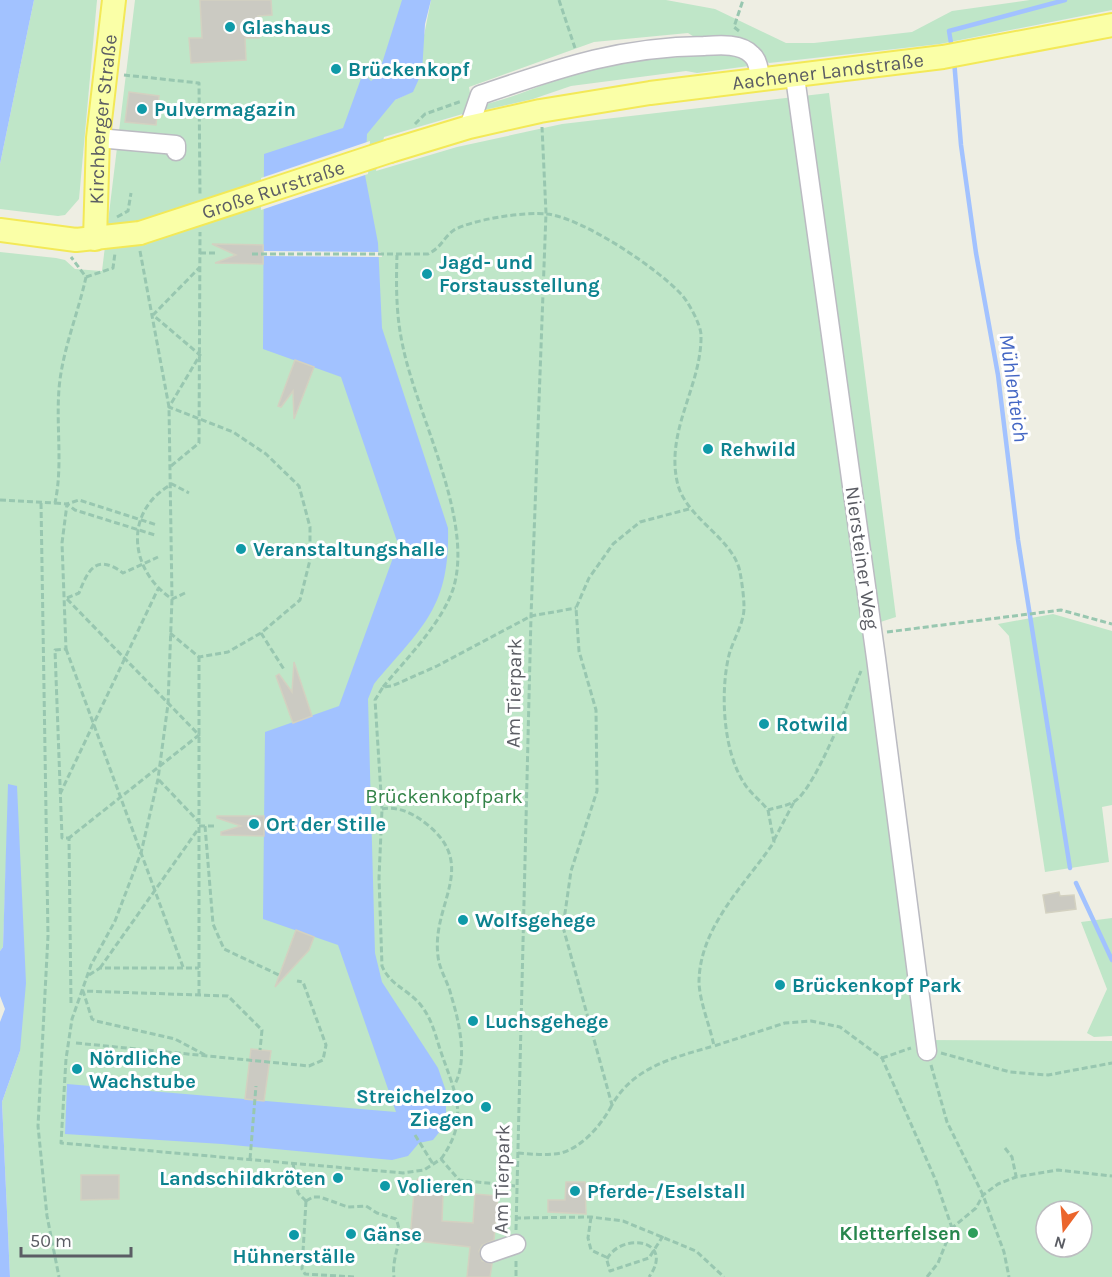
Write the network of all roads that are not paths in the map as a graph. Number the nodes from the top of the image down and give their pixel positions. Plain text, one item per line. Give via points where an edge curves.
1 (114, 0) edge
2 (1112, 25) edge
3 (795, 77) junction
4 (760, 81) junction
5 (540, 111) joint
6 (469, 127) junction
7 (98, 138) junction
8 (176, 151) dead end
9 (0, 230) edge
10 (113, 236) junction
11 (926, 1046) road end
12 (516, 1244) road end
13 (490, 1253) dead end

1 - 7 main road, Kirchberger Straße
2 - 3 main road, Aachener Landstraße via 953,55
3 - 4 main road, Aachener Landstraße
3 - 11 street, Niersteiner Weg
4 - 5 main road, Aachener Landstraße
4 - 6 street via 758,64 752,54 741,48 667,46 579,61 480,95
5 - 6 main road, Große Rurstraße
6 - 10 main road, Große Rurstraße, bridge
7 - 8 street via 176,146
7 - 10 main road, Kirchberger Straße
9 - 10 main road, Große Rurstraße
12 - 13 street

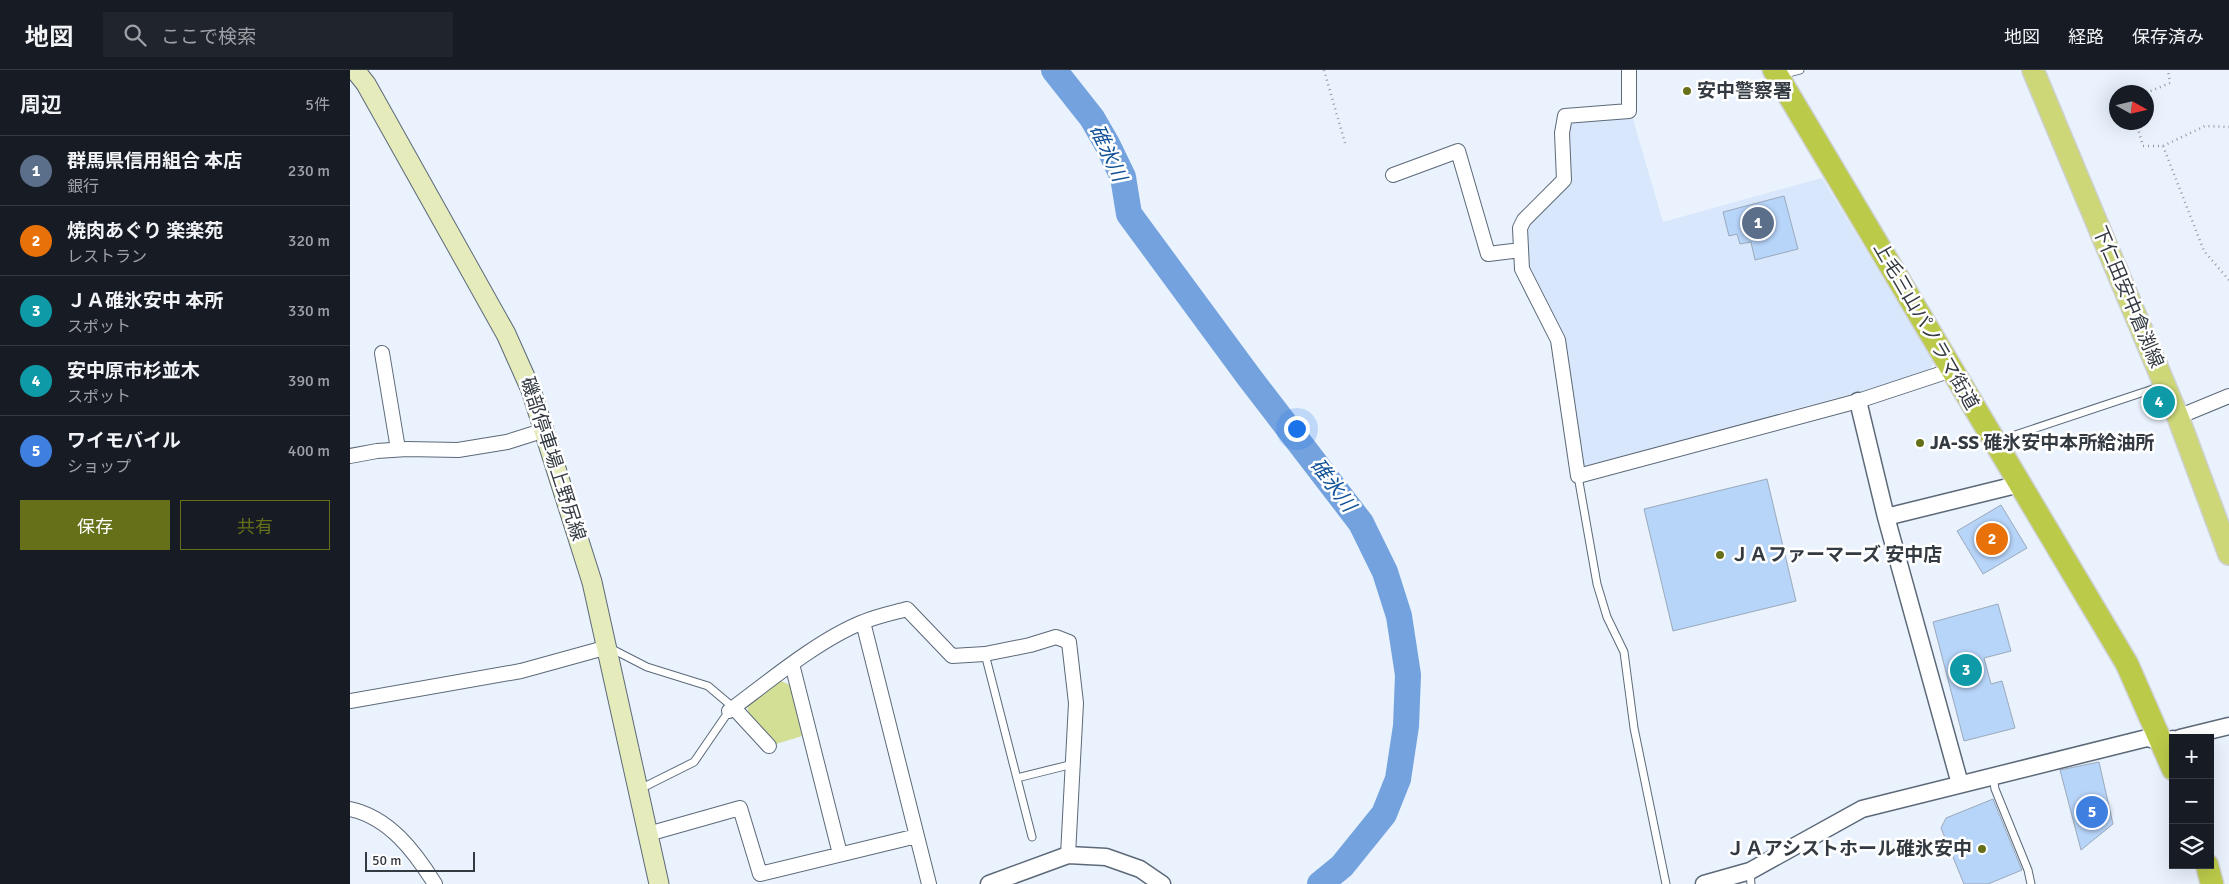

--------------------------------------------------

WORK INSTRUCTION: Retype everything in the entries exactly except the pictures.

OUTPUT:
Write the network of all roads that are not paths in the map as a graph. Number the nodes from the top of the image down and give their pixel positions. Plain text, one item per line. Give via points where an edge curves.
1 (114, 0) edge
2 (1112, 25) edge
3 (795, 77) junction
4 (760, 81) junction
5 (540, 111) joint
6 (469, 127) junction
7 (98, 138) junction
8 (176, 151) dead end
9 (0, 230) edge
10 (113, 236) junction
11 (926, 1046) road end
12 (516, 1244) road end
13 (490, 1253) dead end

1 - 7 main road, Kirchberger Straße
2 - 3 main road, Aachener Landstraße via 953,55
3 - 4 main road, Aachener Landstraße
3 - 11 street, Niersteiner Weg
4 - 5 main road, Aachener Landstraße
4 - 6 street via 758,64 752,54 741,48 667,46 579,61 480,95
5 - 6 main road, Große Rurstraße
6 - 10 main road, Große Rurstraße, bridge
7 - 8 street via 176,146
7 - 10 main road, Kirchberger Straße
9 - 10 main road, Große Rurstraße
12 - 13 street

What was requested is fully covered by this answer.